Serving a high power niche

According to Hong, Kokam had been looking for a niche application where the high power batteries could be a good fit, which led the company to look at the mining sector.

“Alinta had their gas turbine in their mining site and they can improve their efficiency of operating their gas turbine with our system. There’s a couple of different gas turbines onsite. When they don’t want to run additional gas turbines they can just operate our system together with the existing operating gas turbine. Instead of running both they can run one, with our system. There are many different ways they are saving energy, sometimes it operates as a UPS system, when they lose their gas turbine, this battery system picks up and then they dispatch the power to the grid.”

Kokam said the batteries’ have a “better cycle life and extensively more high power” than even other NMC batteries out there. While it comes in at higher capex, an estimated 10% to 20% more than other lithium batteries, Hong claimed the higher efficiency means there is less need to ‘oversize’ battery installations, as is often the case for grid-scale Li-ion systems.

While high power applications used to be a very niche market because a lot of customers were not aware of the available options, in terms of what battery size they needed, this is now changing, Hong said.

“A lot of customers realised that lithium-ion pricing from Tesla, LG Chem, Samsung SDI, Kokam, they’re pretty much in a similar range today. The way they’re approaching the market is how to reduce the entire capacity of the battery system. They realise they’re putting too much battery in, it’s not necessary to solve their power quality issues. A lot of customers try to reduce the energy rate but keep the same power rate and try to achieve maximised benefits of operating the storage system.

“For example, with Tesla’s battery, if Tesla’s battery can match up this power rate they’ve got to put in a battery of more than 30MWh to 40MWh. This is 30MW of power but considering the inverter, the cabling and entire system efficiency losses, our system is dispatching about 38MW to 39MW of power.

“In typical lithium-ion batteries they need about 30MWh to 40MWh battery systems to operate this size of power system. So we deliver only [a] 10MWh battery which is one quarter the size of the lithium-ion battery.
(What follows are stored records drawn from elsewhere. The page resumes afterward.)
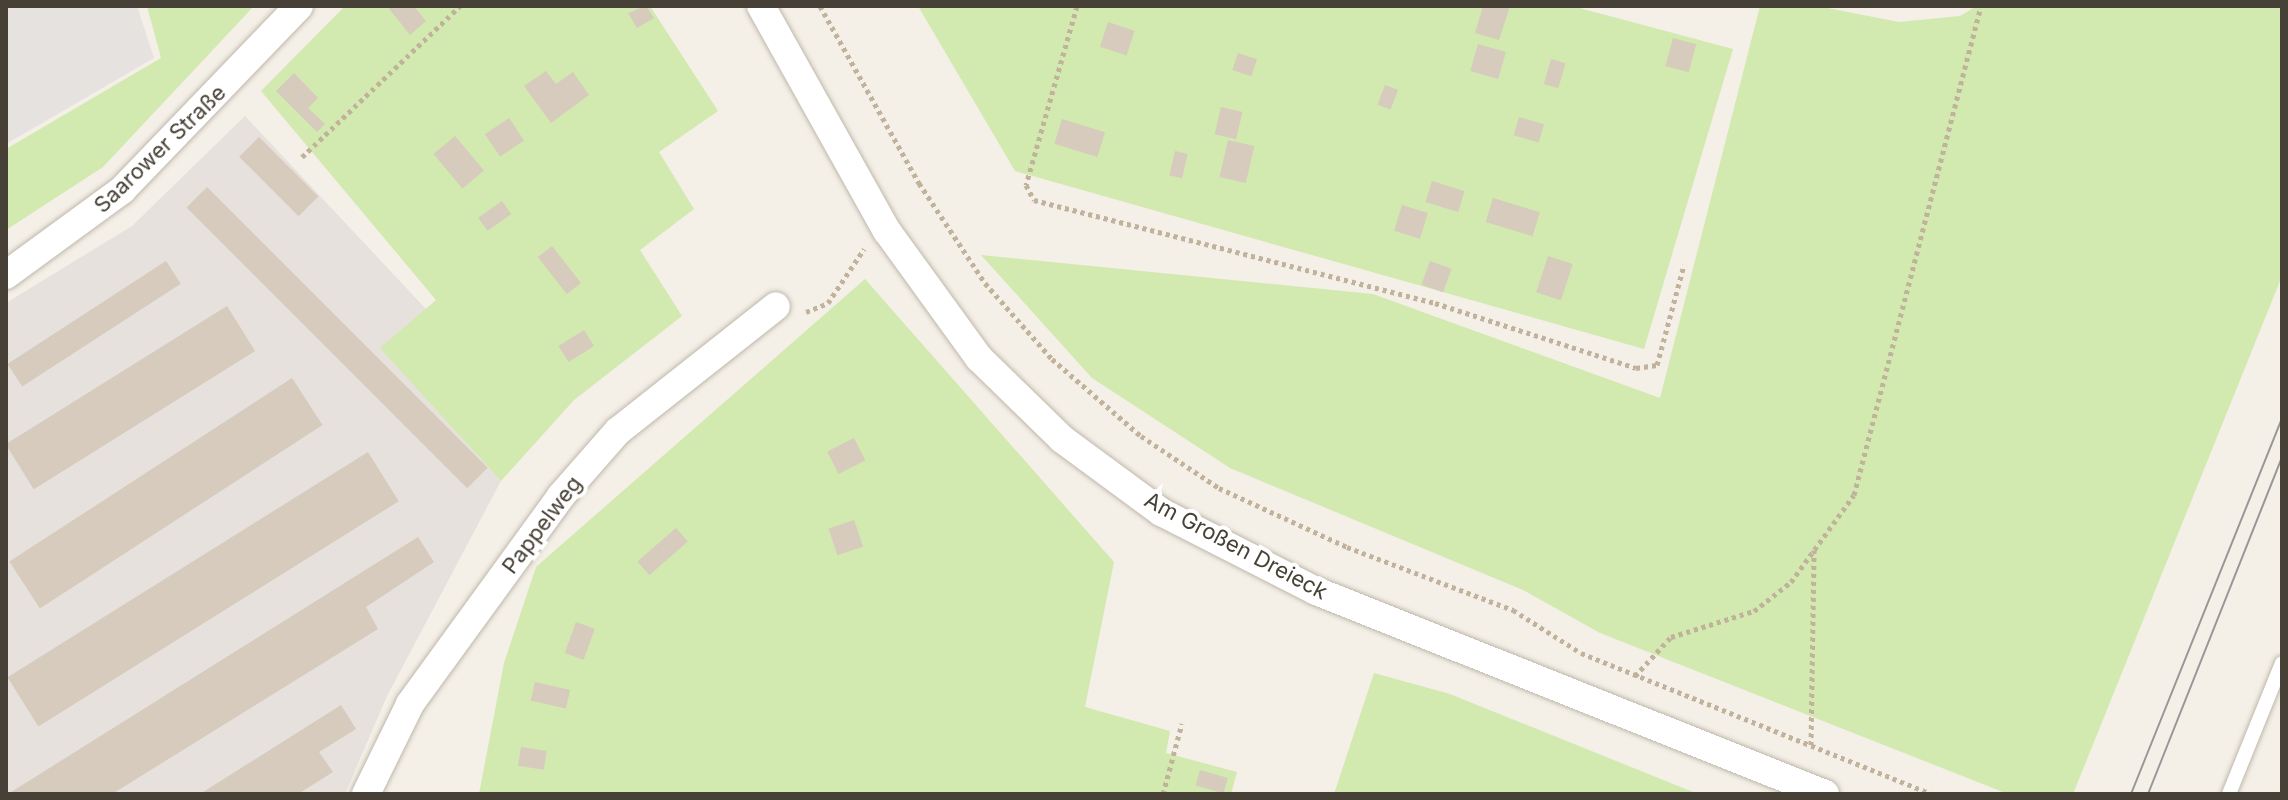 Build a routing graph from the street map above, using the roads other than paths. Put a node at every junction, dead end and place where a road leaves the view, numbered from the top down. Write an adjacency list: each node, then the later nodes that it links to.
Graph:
1 (299, 6): 3 (street, Saarower Straße)
2 (761, 6): 7 (street, Am Großen Dreieck)
3 (6, 275)
4 (776, 306): 6 (street, Pappelweg)
5 (2282, 663): 8 (lane)
6 (366, 794)
7 (1825, 794)
8 (2229, 794)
So whatever Tesla or Samsung’s pricing, we’re delivering one fourth of the size of battery. For this type of application, we are way cheaper than others and [more] competitive. Customers don’t have to buy a very large battery so total cost of ownership and initial upfront investment is a lot less than buying large battery systems.”

Increasing reliability and lowering emissions

Energy-Storage.News previously reported on the project as it got underway a couple of months ago. It is now completed, Kokam’s Ike Hong said, increasing the efficiency and benefiting the economics of operating mines for Alinta’s customers. However, the exact nature and amounts of energy or electricity costs being saved are considered commercially sensitive and Alinta has not made them public. Alinta CEO and managing director Jeff Dimery did however say that from economic and sustainability perspectives, the project makes perfect sense.
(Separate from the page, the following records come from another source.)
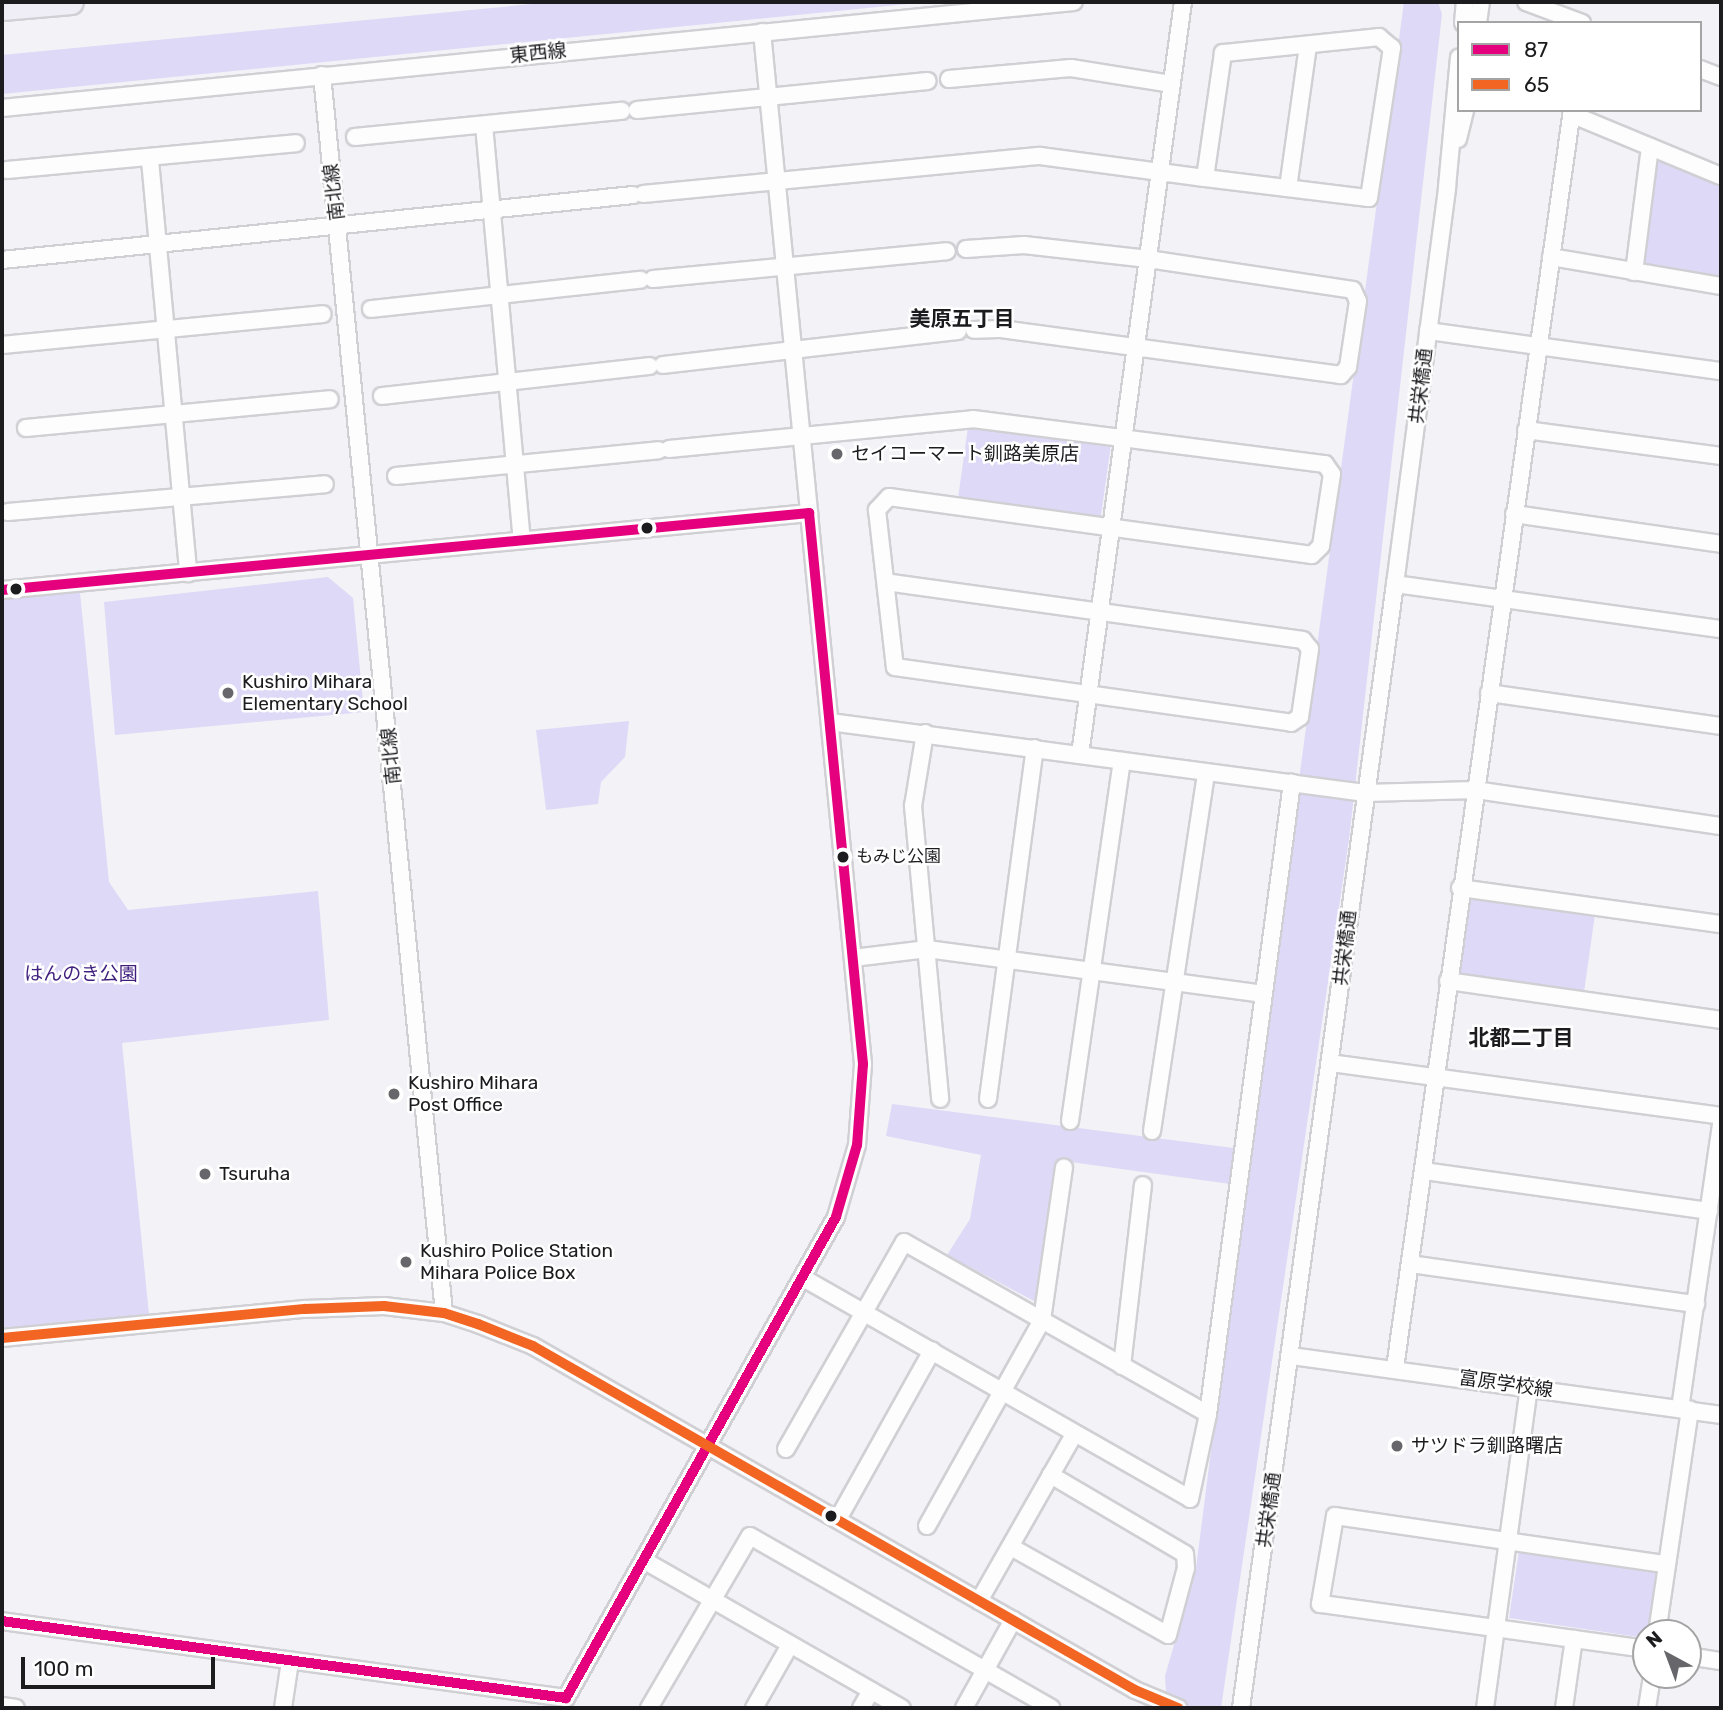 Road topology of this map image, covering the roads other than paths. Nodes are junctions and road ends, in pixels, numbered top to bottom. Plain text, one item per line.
1 (71, 2) edge
2 (1074, 2) edge
3 (1183, 2) edge
4 (1465, 2) edge
5 (1481, 2) edge
6 (1526, 2) edge
7 (2, 8) edge
8 (1463, 21) edge
9 (1478, 21) edge
10 (1577, 21) edge
11 (762, 32) junction
12 (1308, 45) junction
13 (1702, 70) edge
14 (322, 75) junction
15 (1721, 77) edge
16 (949, 79) dead end
17 (1457, 80) edge
18 (928, 81) dead end
19 (1171, 84) junction
20 (769, 96) junction
21 (2, 108) edge
22 (1465, 112) edge
23 (1571, 112) edge
24 (484, 125) junction
25 (355, 137) dead end
26 (296, 143) dead end
27 (1650, 147) junction
28 (150, 160) junction
29 (6, 170) dead end
30 (1160, 172) junction
31 (1721, 176) edge
32 (1205, 178) junction
33 (777, 180) junction
34 (1447, 187) junction
35 (1288, 188) junction
36 (491, 211) junction
37 (338, 226) junction
38 (157, 243) junction
39 (966, 249) dead end
40 (947, 251) dead end
41 (1550, 257) junction
42 (2, 260) edge
43 (1148, 260) junction
44 (785, 267) junction
45 (1634, 272) junction
46 (1721, 286) edge
47 (499, 296) junction
48 (372, 309) dead end
49 (323, 314) dead end
50 (166, 330) junction
51 (1428, 331) junction
52 (2, 345) edge
53 (1537, 345) junction
54 (1138, 350) junction
55 (794, 353) junction
56 (1721, 371) edge
57 (509, 381) junction
58 (382, 396) dead end
59 (330, 399) dead end
60 (173, 415) junction
61 (26, 428) dead end
62 (1527, 430) junction
63 (1124, 436) junction
64 (803, 437) junction
65 (1721, 456) edge
66 (517, 465) junction
67 (396, 477) dead end
68 (325, 484) dead end
69 (181, 499) junction
70 (8, 512) dead end
71 (809, 513) junction
72 (1514, 514) junction
73 (1111, 528) junction
74 (522, 538) junction
75 (1721, 544) edge
76 (371, 552) junction
77 (188, 573) junction
78 (887, 582) junction
79 (1395, 584) junction
80 (2, 590) edge
81 (1502, 600) junction
82 (1100, 612) junction
83 (1721, 629) edge
84 (1489, 693) junction
85 (1088, 694) junction
86 (830, 722) junction
87 (1721, 726) edge
88 (925, 733) junction
89 (1035, 748) junction
90 (1080, 755) junction
91 (1122, 761) junction
92 (1206, 772) junction
93 (1292, 783) junction
94 (1476, 790) junction
95 (1365, 793) junction
96 (1721, 826) edge
97 (1460, 888) junction
98 (1721, 924) edge
99 (927, 949) junction
100 (853, 958) junction
101 (1006, 958) junction
102 (1091, 971) junction
103 (1448, 981) junction
104 (1176, 984) junction
105 (1264, 994) junction
106 (1721, 1020) edge
107 (1330, 1063) junction
108 (1435, 1076) junction
109 (940, 1099) dead end
110 (988, 1099) dead end
111 (1721, 1116) edge
112 (1070, 1121) dead end
113 (1721, 1123) edge
114 (1152, 1131) dead end
115 (1063, 1168) dead end
116 (1424, 1171) junction
117 (1143, 1185) dead end
118 (1709, 1212) junction
119 (1409, 1264) junction
120 (804, 1279) junction
121 (1696, 1304) junction
122 (864, 1312) junction
123 (444, 1313) junction
124 (1042, 1320) junction
125 (2, 1338) edge
126 (933, 1351) junction
127 (1291, 1356) junction
128 (1122, 1366) junction
129 (1395, 1368) junction
130 (1529, 1387) junction
131 (1003, 1392) junction
132 (1685, 1409) junction
133 (1208, 1414) junction
134 (1721, 1415) edge
135 (1075, 1433) junction
136 (709, 1446) junction
137 (786, 1449) dead end
138 (1051, 1475) junction
139 (838, 1519) junction
140 (927, 1526) dead end
141 (1510, 1540) junction
142 (1011, 1546) junction
143 (645, 1561) junction
144 (1665, 1564) junction
145 (711, 1600) junction
146 (979, 1601) junction
147 (1659, 1619) edge
148 (2, 1620) edge
149 (1013, 1620) junction
150 (1496, 1628) junction
151 (1574, 1639) junction
152 (790, 1645) junction
153 (1632, 1647) edge
154 (1702, 1658) edge
155 (290, 1661) junction
156 (1721, 1661) edge
157 (986, 1670) junction
158 (1649, 1689) edge
159 (872, 1691) junction
160 (566, 1703) edge
161 (2, 1706) edge
162 (16, 1708) edge
163 (284, 1708) edge
164 (649, 1708) edge
165 (754, 1708) edge
166 (861, 1708) edge
167 (902, 1708) edge
168 (964, 1708) edge
169 (1051, 1708) edge
170 (1178, 1708) edge
171 (1241, 1708) edge
172 (1485, 1708) edge
173 (1564, 1708) edge
174 (1647, 1708) edge

1 - 7 highway
2 - 11 street, 東西線
3 - 19 street
4 - 8 street
5 - 9 street
6 - 10 street
11 - 14 street, 東西線
11 - 20 street
12 - 32 street
12 - 35 street
12 - 35 street
13 - 15 street
14 - 21 street, 東西線
14 - 37 street, 南北線
16 - 19 street
17 - 34 street
18 - 20 street
19 - 30 street
20 - 24 street
20 - 33 street
22 - 34 street
23 - 27 street
23 - 41 street
24 - 25 street
24 - 36 street
26 - 28 street
27 - 31 street
27 - 45 street
28 - 29 street
28 - 38 street
30 - 32 street
30 - 33 street
30 - 43 street
32 - 35 street
33 - 36 street
33 - 44 street
34 - 51 street, 共栄橋通
36 - 37 street
36 - 47 street
37 - 38 street
37 - 76 street, 南北線
38 - 42 street
38 - 50 street
39 - 43 street
40 - 44 street
41 - 45 street
41 - 53 street
43 - 54 street
43 - 54 street
44 - 47 street
44 - 55 street
45 - 46 street
47 - 48 street
47 - 57 street
49 - 50 street
50 - 52 street
50 - 60 street
51 - 53 street
51 - 79 street, 共栄橋通
53 - 56 street
53 - 62 street
54 - 55 street
54 - 63 street
55 - 57 street
55 - 64 street
57 - 58 street
57 - 66 street
59 - 60 street
60 - 61 street
60 - 69 street
62 - 65 street
62 - 72 street
63 - 64 street
63 - 73 street
63 - 73 street
64 - 66 street
64 - 71 street
66 - 67 street
66 - 74 street
68 - 69 street
69 - 70 street
69 - 77 street
71 - 74 street
71 - 86 street
72 - 75 street
72 - 81 street
73 - 78 street
73 - 82 street
74 - 76 street
76 - 77 street
76 - 123 street, 南北線
77 - 80 street
78 - 82 street
78 - 85 street
79 - 81 street
79 - 95 street, 共栄橋通
81 - 83 street
81 - 84 street
82 - 85 street
82 - 85 street
84 - 87 street
84 - 94 street
85 - 90 street
86 - 88 street
86 - 100 street
88 - 89 street
88 - 99 street
89 - 90 street
89 - 101 street
90 - 91 street
91 - 92 street
91 - 102 street
92 - 93 street
92 - 104 street
93 - 95 street
93 - 105 street
94 - 95 street
94 - 96 street
94 - 97 street
95 - 107 street, 共栄橋通
97 - 98 street
97 - 103 street
99 - 100 street
99 - 101 street
99 - 109 street
100 - 120 street
101 - 102 street
101 - 110 street
102 - 104 street
102 - 112 street
103 - 106 street
103 - 108 street
104 - 105 street
104 - 114 street
105 - 133 street
107 - 108 street
107 - 127 street, 共栄橋通
108 - 111 street
108 - 116 street
113 - 118 street
115 - 124 street
116 - 118 street
116 - 119 street
117 - 128 street
118 - 121 street
119 - 121 street
119 - 129 street
120 - 122 street
120 - 136 street
121 - 132 street
122 - 124 street
122 - 126 street
122 - 137 street
123 - 125 street
123 - 136 street
124 - 128 street
124 - 131 street
126 - 131 street
126 - 139 street
127 - 129 street, 富原学校線
127 - 171 street, 共栄橋通
128 - 133 street
129 - 130 street, 富原学校線
130 - 132 street, 富原学校線
130 - 141 street
131 - 135 street
131 - 140 street
132 - 134 street, 富原学校線
132 - 144 street
133 - 135 street
135 - 138 street
136 - 139 street
136 - 143 street
138 - 142 street
138 - 142 street
139 - 146 street
141 - 144 street
141 - 150 street
141 - 150 street
142 - 146 street
143 - 145 street
143 - 160 street
144 - 147 street
145 - 152 street
145 - 157 street
145 - 164 street
146 - 149 street
148 - 155 street
149 - 157 street
149 - 170 street
150 - 151 street
150 - 172 street
151 - 153 street
151 - 173 street
152 - 159 street
152 - 165 street
154 - 156 street
155 - 160 street
155 - 163 street
157 - 168 street
157 - 169 street
158 - 174 street
159 - 166 street
159 - 167 street
161 - 162 street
“For the iron ore industry in the Pilbara, generating hundreds of thousands, if not millions of dollars' worth of output an hour, a reliable energy supply is crucial. This battery will let us better handle peak demand periods, increase reliability for our customers and lower our emissions as a result.

“The project demonstrates our commitment to finding innovative ways to integrate our existing thermal generation portfolio into an evolving market that will incorporate more renewable generation and other disruptive technologies, with an emphasis on sustainability, reliability and affordability of supply.”

The UHP NMC battery has a high max discharge rate at 10C, a 40 foot container can contain up to 3.77MWh of NMC batteries, while Kokam claims it can withstand 10,000 charge and discharge cycles.